## WHAT THE TASK ASKS
Leaving out any pictures, transcribe every record exactly.

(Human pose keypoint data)

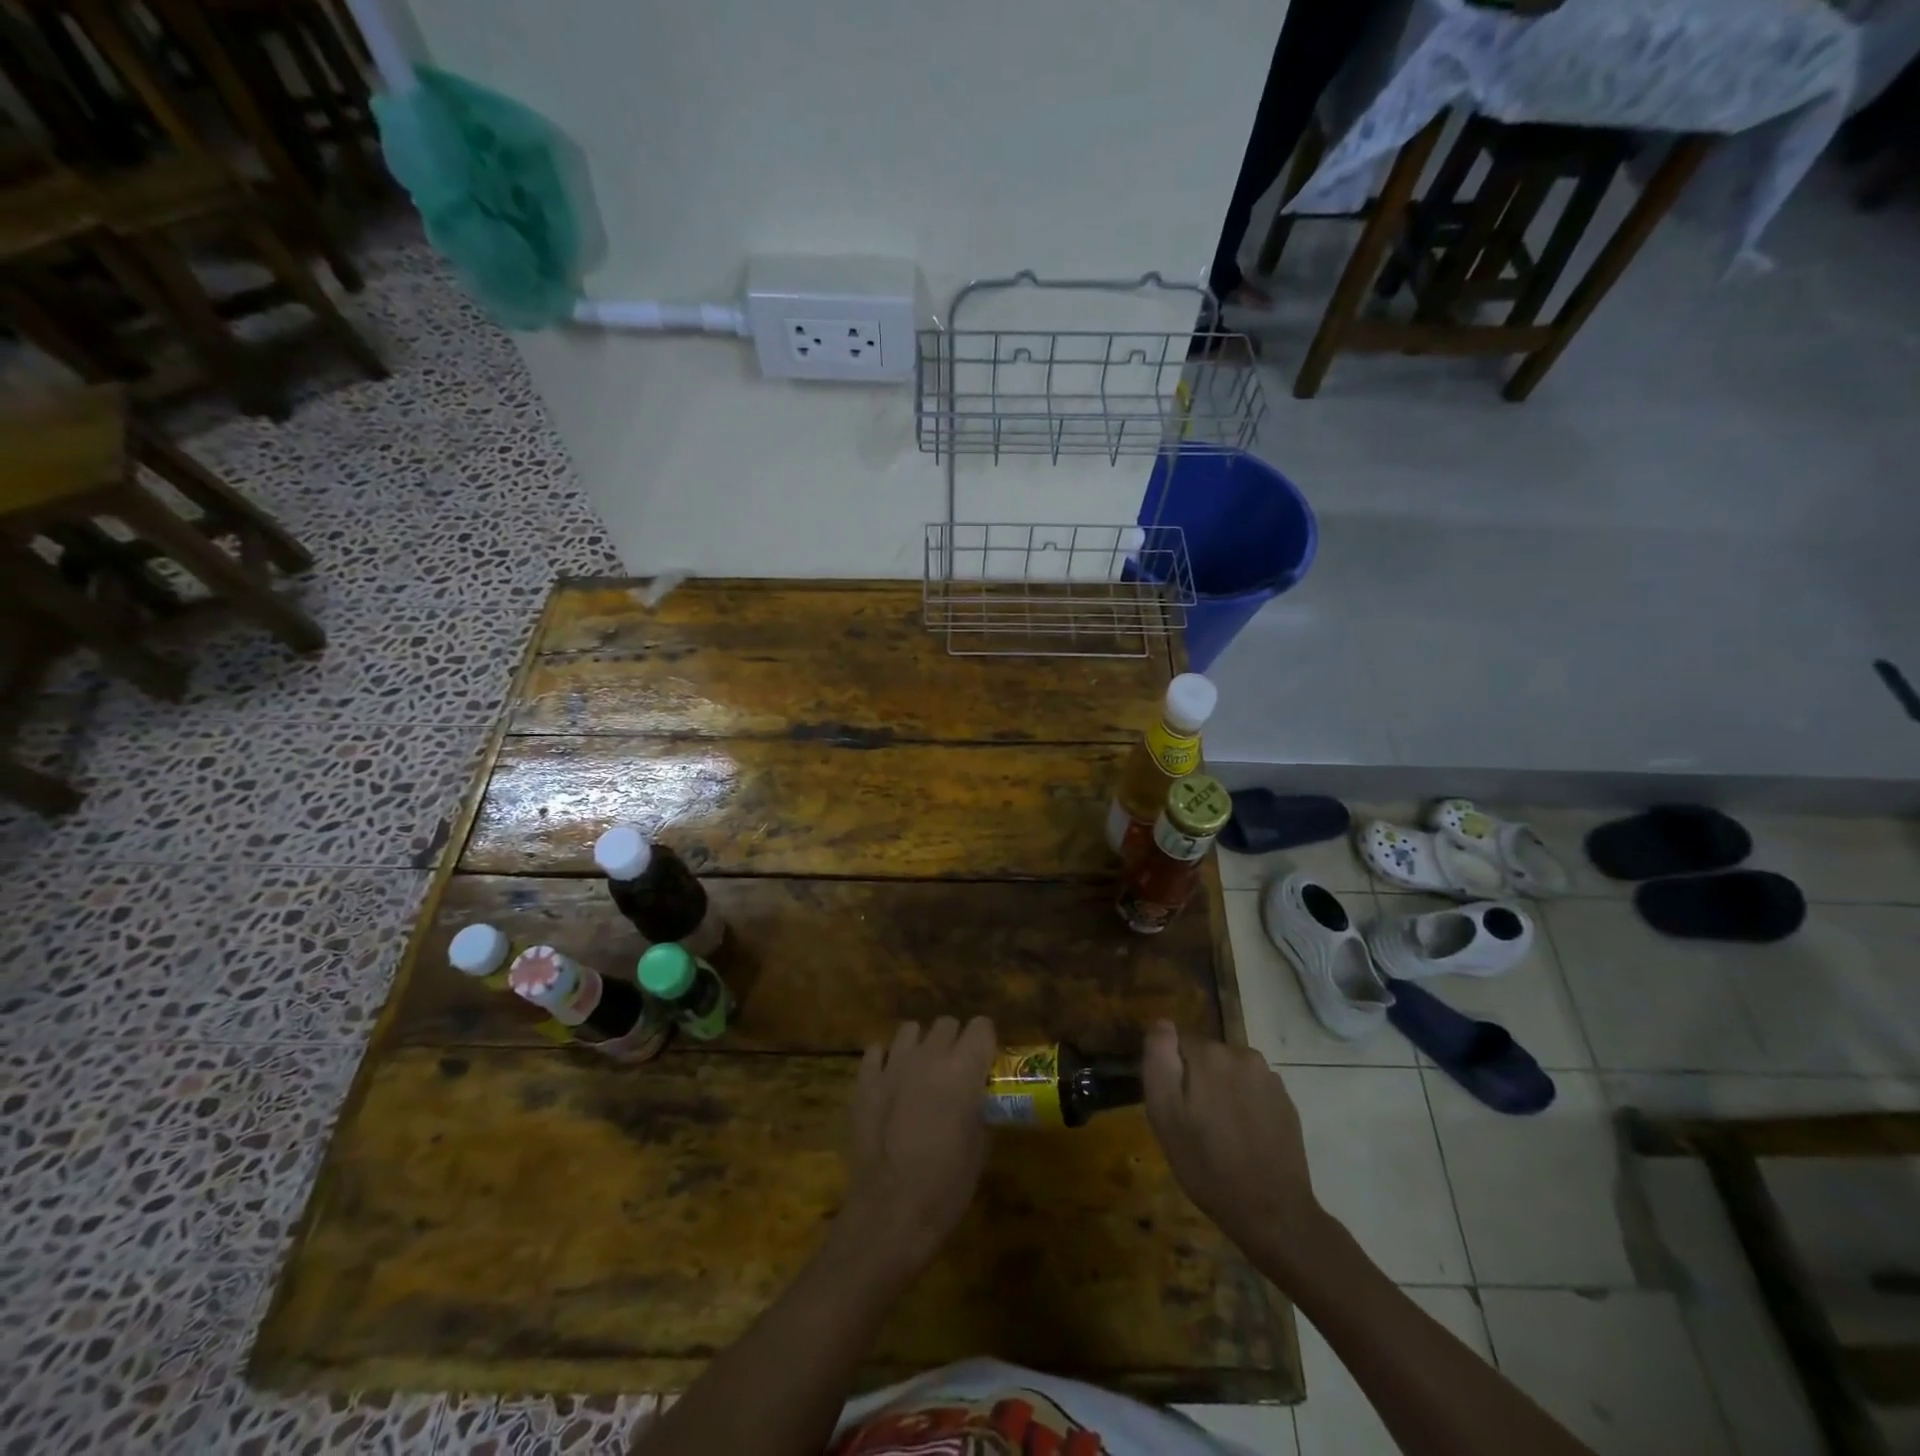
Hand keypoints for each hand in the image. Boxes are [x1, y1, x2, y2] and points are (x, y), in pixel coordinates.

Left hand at [839, 1017, 996, 1278]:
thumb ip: (981, 1107)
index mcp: (964, 1069)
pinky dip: (886, 1061)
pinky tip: (889, 1084)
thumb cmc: (945, 1187)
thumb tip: (978, 1095)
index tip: (984, 1064)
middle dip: (954, 1042)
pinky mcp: (864, 1080)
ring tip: (920, 1074)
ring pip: (910, 1030)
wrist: (889, 1214)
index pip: (982, 1025)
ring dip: (920, 1046)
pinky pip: (877, 1051)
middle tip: (954, 1073)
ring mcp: (893, 1064)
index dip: (985, 1043)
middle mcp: (929, 1056)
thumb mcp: (980, 1147)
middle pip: (947, 1023)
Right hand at [1143, 1019, 1331, 1281]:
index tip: (1173, 1106)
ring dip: (1221, 1091)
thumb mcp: (1164, 1115)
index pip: (1176, 1043)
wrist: (1272, 1213)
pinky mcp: (1286, 1102)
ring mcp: (1270, 1078)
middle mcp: (1242, 1054)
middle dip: (1197, 1080)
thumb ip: (1159, 1061)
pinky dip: (1244, 1106)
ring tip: (1220, 1134)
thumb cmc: (1207, 1165)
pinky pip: (1253, 1091)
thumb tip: (1162, 1023)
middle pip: (1206, 1056)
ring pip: (1230, 1073)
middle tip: (1193, 1124)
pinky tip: (1244, 1139)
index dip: (1170, 1073)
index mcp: (1210, 1054)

## OUTPUT FOR THIS EXERCISE
Hand keypoints for each hand in the image. Boxes are [x1, y1, x2, y2] and points are (x, y), in pixel coordinates.

Left hand at [839, 1017, 996, 1278]:
thumb ip: (981, 1107)
index mcp: (964, 1069)
pinky dip: (886, 1061)
pinky tip: (889, 1084)
thumb cmc: (945, 1187)
thumb tip: (978, 1095)
index tip: (984, 1064)
middle dip: (954, 1042)
pinky mcp: (864, 1080)
ring tip: (920, 1074)
ring pip: (910, 1030)
wrist: (889, 1214)
index pip: (982, 1025)
ring dip: (920, 1046)
pinky pip: (877, 1051)
middle tip: (954, 1073)
ring mcp: (893, 1064)
index dip: (985, 1043)
middle mcp: (929, 1056)
thumb mcp: (980, 1147)
middle pip: (947, 1023)
Right hand at [1143, 1019, 1331, 1281]:
index tip: (1173, 1106)
ring dip: (1221, 1091)
thumb mcp: (1164, 1115)
index pip: (1176, 1043)
wrist: (1272, 1213)
pinky mcp: (1286, 1102)
ring mcp: (1270, 1078)
middle mcp: (1242, 1054)
middle dip: (1197, 1080)
thumb ip: (1159, 1061)
pinky dip: (1244, 1106)
ring tip: (1220, 1134)
thumb cmc: (1207, 1165)
pinky pip: (1253, 1091)
thumb tip: (1162, 1023)
middle pip: (1206, 1056)
ring pip: (1230, 1073)
middle tip: (1193, 1124)
pinky tip: (1244, 1139)
index dip: (1170, 1073)
index mcp: (1210, 1054)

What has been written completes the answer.